‘FG Committed to Combating Illicit Financial Flows’

The Special Adviser to the President on Economic Matters, Yemi Dipeolu, says the Federal Government is committed to combating illicit financial flows in the country.

Dipeolu made the assertion in an interview with the News Agency of Nigeria on the sidelines of the High Level Technical Consultation on Public Tax and Fiscal Transparency Rules Forum on Thursday in Abuja.

He said the government was making efforts to combat this menace through some of the schemes it had put in place.

“We have the Voluntary Asset and Income Declaration Scheme (VAIDS) where people who have not been paying taxes as they should over the years have been given opportunity to do so.

“I think they have been given the grace till March 2018 to make good on their taxes without paying penalties.

“So, this is a direct response to the kind of issues raised around illicit financial flows,’’ Dipeolu said.

The VAIDS encourages voluntary disclosure of previously undisclosed assets and income for the purpose of payment of all outstanding tax liabilities.

The scheme also offers a limited waiver for declaration within the specified period of time.

On Panama papers, Dipeolu said the papers reflected that there had been hiding places for resources, but government was now ensuring that such occurrence was averted in future.

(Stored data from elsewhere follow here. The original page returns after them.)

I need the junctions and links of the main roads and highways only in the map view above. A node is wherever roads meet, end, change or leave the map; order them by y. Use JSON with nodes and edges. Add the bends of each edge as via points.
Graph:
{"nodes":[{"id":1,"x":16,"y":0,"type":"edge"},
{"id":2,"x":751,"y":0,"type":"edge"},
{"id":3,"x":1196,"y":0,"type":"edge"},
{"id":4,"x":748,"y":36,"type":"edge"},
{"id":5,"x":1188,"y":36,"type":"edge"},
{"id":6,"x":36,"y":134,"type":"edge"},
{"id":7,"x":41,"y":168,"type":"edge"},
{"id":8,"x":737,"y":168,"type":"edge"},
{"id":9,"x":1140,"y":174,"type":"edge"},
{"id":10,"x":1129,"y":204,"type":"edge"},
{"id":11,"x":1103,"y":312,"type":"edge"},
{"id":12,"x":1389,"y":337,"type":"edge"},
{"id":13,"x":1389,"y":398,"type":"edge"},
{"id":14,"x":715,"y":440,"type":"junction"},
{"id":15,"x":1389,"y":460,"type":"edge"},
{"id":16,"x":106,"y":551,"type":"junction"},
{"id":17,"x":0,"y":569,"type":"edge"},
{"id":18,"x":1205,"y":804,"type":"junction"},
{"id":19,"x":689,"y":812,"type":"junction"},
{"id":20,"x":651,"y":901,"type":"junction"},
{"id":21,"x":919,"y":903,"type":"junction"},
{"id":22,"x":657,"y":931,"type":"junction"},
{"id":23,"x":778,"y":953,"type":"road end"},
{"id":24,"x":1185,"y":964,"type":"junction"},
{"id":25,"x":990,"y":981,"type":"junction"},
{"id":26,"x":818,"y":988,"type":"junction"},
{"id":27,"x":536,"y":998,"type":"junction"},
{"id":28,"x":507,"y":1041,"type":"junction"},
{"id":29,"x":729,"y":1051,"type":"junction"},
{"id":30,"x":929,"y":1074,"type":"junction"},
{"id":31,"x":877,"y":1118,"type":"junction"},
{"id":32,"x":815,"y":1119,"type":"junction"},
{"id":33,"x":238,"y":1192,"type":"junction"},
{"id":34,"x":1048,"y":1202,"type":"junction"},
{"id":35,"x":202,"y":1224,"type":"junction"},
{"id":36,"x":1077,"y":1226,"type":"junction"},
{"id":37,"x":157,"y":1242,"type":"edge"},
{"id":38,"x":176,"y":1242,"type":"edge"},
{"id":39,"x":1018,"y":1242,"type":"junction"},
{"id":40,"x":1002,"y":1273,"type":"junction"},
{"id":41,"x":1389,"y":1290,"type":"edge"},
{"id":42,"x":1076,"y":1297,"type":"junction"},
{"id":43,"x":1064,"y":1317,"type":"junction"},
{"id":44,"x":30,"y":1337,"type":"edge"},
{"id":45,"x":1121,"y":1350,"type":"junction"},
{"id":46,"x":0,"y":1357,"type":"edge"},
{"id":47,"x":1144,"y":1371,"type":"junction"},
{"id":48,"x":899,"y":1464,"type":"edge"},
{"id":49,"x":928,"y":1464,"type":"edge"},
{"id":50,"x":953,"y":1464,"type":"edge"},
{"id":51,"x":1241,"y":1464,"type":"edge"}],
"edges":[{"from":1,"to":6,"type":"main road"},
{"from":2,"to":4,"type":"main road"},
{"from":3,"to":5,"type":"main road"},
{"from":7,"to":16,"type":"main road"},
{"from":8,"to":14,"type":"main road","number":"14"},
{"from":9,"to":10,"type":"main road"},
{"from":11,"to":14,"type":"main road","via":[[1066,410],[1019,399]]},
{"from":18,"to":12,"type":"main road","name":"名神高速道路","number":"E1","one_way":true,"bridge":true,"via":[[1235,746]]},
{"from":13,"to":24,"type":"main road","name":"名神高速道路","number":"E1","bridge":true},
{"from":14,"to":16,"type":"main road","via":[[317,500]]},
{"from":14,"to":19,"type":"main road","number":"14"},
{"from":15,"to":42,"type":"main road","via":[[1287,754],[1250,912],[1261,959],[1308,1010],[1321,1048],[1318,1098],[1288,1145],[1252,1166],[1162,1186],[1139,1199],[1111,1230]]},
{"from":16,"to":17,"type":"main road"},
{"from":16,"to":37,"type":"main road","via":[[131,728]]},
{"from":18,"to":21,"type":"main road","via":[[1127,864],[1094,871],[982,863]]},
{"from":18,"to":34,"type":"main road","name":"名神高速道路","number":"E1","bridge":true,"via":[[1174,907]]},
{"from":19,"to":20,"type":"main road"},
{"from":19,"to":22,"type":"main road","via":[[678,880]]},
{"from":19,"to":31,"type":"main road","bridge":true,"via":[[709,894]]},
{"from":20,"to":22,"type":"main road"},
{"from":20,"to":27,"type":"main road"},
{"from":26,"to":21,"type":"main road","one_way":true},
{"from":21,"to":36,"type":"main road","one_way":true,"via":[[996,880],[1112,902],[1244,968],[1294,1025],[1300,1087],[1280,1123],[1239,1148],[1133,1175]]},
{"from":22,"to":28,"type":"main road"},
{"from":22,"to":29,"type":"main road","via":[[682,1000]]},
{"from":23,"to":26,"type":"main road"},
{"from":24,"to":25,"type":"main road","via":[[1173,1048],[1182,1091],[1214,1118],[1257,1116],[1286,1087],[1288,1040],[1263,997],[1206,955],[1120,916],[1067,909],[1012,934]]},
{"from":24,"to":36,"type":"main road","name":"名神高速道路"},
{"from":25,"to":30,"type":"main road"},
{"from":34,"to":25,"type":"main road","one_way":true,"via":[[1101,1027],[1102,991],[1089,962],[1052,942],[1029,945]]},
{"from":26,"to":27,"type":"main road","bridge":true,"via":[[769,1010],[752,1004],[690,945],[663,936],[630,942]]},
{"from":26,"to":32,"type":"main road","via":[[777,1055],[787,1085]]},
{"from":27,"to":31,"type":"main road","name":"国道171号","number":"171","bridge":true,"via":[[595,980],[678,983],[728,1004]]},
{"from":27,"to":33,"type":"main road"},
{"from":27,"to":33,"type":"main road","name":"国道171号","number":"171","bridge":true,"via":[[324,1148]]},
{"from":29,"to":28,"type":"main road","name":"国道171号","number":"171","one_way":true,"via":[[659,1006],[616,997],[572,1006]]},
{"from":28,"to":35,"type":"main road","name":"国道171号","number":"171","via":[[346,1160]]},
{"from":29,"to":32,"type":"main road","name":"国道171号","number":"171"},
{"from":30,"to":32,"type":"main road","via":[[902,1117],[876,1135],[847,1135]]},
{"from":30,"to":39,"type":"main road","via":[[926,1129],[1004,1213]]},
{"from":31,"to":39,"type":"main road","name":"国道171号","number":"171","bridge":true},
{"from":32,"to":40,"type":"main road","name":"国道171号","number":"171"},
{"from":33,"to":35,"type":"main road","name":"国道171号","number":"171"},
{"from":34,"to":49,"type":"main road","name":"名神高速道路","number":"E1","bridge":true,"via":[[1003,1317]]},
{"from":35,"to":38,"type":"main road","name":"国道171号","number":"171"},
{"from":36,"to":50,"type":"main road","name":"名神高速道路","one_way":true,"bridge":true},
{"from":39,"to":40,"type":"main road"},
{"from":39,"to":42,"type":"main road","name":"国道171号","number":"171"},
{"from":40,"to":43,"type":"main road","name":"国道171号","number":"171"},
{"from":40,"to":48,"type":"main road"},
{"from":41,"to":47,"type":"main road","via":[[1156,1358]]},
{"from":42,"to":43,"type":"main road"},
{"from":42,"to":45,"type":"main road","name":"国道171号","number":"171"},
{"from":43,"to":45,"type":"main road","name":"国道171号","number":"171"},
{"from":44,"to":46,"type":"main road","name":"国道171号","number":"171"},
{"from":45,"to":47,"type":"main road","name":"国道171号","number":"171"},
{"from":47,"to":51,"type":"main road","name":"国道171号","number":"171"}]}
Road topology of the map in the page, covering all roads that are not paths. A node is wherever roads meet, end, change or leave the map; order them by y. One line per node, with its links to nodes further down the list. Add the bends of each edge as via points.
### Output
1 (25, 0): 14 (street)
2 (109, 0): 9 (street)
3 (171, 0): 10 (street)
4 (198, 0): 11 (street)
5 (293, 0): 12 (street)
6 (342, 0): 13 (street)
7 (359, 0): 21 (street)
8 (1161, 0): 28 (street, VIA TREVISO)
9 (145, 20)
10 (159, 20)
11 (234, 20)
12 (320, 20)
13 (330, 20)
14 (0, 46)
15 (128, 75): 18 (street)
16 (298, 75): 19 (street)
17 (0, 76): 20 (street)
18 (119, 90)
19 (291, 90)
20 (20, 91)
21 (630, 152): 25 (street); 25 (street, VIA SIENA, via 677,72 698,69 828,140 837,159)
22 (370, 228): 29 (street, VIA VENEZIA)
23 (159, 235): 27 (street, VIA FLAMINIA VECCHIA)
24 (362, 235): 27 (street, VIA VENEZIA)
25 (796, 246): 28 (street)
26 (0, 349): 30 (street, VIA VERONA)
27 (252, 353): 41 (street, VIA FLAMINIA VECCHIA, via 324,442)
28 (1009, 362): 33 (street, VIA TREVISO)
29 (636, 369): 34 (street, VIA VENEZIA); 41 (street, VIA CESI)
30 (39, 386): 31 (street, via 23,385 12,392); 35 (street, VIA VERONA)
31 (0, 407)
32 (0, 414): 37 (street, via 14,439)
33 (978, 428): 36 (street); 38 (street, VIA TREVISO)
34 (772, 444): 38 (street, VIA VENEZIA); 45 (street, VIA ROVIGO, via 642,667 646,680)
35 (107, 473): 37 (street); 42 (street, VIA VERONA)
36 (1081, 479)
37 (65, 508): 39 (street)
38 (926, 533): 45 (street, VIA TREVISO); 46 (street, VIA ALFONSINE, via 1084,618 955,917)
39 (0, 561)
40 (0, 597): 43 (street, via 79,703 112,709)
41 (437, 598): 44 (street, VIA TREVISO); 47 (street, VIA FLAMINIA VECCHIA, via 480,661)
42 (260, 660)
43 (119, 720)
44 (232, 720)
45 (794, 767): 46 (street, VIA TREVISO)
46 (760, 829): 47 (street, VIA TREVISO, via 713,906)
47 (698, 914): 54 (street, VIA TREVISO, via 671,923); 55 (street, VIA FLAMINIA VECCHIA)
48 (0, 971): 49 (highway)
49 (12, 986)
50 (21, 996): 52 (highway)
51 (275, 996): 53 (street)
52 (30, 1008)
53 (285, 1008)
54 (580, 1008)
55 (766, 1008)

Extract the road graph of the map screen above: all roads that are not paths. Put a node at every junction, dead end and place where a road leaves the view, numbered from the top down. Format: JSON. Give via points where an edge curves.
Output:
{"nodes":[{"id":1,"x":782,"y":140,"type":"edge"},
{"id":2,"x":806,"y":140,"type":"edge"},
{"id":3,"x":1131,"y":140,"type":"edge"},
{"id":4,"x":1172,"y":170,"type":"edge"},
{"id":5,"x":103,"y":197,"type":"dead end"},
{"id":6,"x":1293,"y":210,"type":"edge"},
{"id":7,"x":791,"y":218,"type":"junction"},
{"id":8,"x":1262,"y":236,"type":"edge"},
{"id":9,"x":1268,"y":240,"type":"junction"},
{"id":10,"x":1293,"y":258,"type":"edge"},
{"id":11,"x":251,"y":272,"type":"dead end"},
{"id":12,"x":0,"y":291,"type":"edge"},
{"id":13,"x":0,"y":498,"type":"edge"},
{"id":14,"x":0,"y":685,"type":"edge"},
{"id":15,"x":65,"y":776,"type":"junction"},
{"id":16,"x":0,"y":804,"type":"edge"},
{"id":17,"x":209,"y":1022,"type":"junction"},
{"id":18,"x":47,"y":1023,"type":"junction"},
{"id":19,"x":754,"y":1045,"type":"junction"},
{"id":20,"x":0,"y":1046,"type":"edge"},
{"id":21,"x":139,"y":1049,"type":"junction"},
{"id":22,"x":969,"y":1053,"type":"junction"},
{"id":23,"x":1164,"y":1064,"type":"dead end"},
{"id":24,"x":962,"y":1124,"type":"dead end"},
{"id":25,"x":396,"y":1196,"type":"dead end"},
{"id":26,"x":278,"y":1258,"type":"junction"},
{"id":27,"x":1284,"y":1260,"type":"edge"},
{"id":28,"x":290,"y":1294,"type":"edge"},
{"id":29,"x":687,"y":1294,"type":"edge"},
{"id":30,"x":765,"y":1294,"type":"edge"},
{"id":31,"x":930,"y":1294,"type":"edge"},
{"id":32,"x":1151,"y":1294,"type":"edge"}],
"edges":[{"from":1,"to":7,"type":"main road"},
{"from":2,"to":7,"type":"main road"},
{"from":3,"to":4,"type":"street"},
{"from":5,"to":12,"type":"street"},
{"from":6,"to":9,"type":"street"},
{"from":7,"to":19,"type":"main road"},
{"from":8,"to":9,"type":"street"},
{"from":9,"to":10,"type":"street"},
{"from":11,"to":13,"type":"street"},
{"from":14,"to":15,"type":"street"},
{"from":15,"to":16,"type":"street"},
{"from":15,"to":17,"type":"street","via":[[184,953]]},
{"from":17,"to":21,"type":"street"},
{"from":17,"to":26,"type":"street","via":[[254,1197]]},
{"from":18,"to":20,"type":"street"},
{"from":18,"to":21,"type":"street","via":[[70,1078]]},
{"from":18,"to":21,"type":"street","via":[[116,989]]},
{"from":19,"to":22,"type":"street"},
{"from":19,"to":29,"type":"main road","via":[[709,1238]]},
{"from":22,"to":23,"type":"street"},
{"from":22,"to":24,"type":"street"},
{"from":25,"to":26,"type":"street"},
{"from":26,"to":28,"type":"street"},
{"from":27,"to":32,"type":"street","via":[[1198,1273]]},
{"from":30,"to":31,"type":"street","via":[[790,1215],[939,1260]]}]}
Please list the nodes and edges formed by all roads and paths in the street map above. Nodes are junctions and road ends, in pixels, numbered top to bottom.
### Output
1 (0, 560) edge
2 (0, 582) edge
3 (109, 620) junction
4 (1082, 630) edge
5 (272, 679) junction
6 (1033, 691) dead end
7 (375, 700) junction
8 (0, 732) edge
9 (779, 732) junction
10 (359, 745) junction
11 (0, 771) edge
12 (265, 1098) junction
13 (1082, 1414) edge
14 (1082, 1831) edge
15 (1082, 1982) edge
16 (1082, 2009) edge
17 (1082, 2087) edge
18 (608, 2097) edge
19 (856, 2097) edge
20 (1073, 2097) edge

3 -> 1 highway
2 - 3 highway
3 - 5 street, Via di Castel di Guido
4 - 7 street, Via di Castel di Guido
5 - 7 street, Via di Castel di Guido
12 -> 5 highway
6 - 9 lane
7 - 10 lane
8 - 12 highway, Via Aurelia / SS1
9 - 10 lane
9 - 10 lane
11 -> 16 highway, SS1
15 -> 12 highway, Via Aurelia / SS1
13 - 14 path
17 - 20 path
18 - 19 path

The Panama Papers are unprecedented leak of 11.5m files from the database of the world’s fourth biggest offshore law firm, Mossack Fonseca.

The records were obtained from an anonymous source by the German newspaper, Süddeutsche Zeitung, which shared them with the International Consortium of Investigative Journalists (ICIJ).

The documents showed the myriad ways in which the rich can exploit secretive offshore tax regimes.

Twelve national leaders are among 143 politicians, their families and close associates from around the world, known to have been using offshore tax havens.

Dipeolu said: “the Panama papers reflects that they are hiding places, but with things like the automatic exchange of information for tax purposes, it will be hard to hide resources.’’

On ways of avoiding illicit financial flows in the country, he said it was important to ensure the full return or value of every barrel of oil exported out of the country.

“We can ensure that our foreign exchange is not taken out through over declaration of import or under declaration of export.

“So, there is a variety of ways we can make sure that everybody, who does business in this country, pays the amount of tax that is commensurate to the scale of business they are doing in the country,’’Dipeolu said.

Mr Edward Kallon, United Nations Development Programme (UNDP) Resident Representative in Nigeria, said the forum would aid the UNDP in enhancing support to member countries on basic development frameworks to combat illicit financial flows.

“As you can see, the magnitude are very huge, the resource demands on implementing SDGs are also huge.

“So, we need basically to stamp out illicit financial flows to enable government start financing the implementation of the SDGs.

“So, it is an important forum for us, we are looking to the recommendations of this workshop and also the prescriptions on the way forward.

“We are also using it to build partnership with other colleagues that are here to see how we can jointly work together to help countries develop its frameworks.”